25 October 2013
Review: The Incrementalists
The Incrementalists by Steven Brust
My rating: 3 of 5 stars
There's something to be said about high concept science fiction and fantasy. I love books with big ideas, and a lot of them work while a lot of them do not. The Incrementalists is not really positioned as a Big Idea book, but in a lot of ways it's exactly what it is. While big Big Idea is cool, the result ends up a little too formulaic for what I was looking for.
The book is about a group of people who have figured out a way to manipulate the memories of the world in small ways, incrementally. One of their members effectively goes off the deep end a bit, and it's up to the rest of the group to figure things out and, in a sense, save themselves in the process.

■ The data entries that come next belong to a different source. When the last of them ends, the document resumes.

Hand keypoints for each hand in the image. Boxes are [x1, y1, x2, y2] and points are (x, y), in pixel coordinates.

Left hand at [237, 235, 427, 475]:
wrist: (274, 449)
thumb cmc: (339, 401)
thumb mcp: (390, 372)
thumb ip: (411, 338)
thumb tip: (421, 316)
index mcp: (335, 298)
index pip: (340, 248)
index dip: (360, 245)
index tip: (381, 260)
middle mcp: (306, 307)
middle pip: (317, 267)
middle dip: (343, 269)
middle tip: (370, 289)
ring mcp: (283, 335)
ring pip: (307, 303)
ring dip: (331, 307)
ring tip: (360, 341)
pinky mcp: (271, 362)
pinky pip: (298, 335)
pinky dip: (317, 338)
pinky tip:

The idea and concept behind the group of people is great. I like the idea of a small cadre of people being able to manipulate memories and change things around, I thought the characters themselves, when they were distinguishable, were fun. The book is incredibly self-contained, however, with some strange choices throughout. The shifting of memories and personalities throughout is meant to be disorienting, I think, and it succeeds, but not in a good way but rather a frustrating one. The most troublesome part for me, though, is that this grand idea is effectively boiled down to a speculative murder mystery as opposed to something interesting and significant within the world itself.
Ultimately, not a bad read, just underwhelming. It was a significantly fast read for me on a whole, and it's worth checking out if the idea grabs you. I was just hoping for more.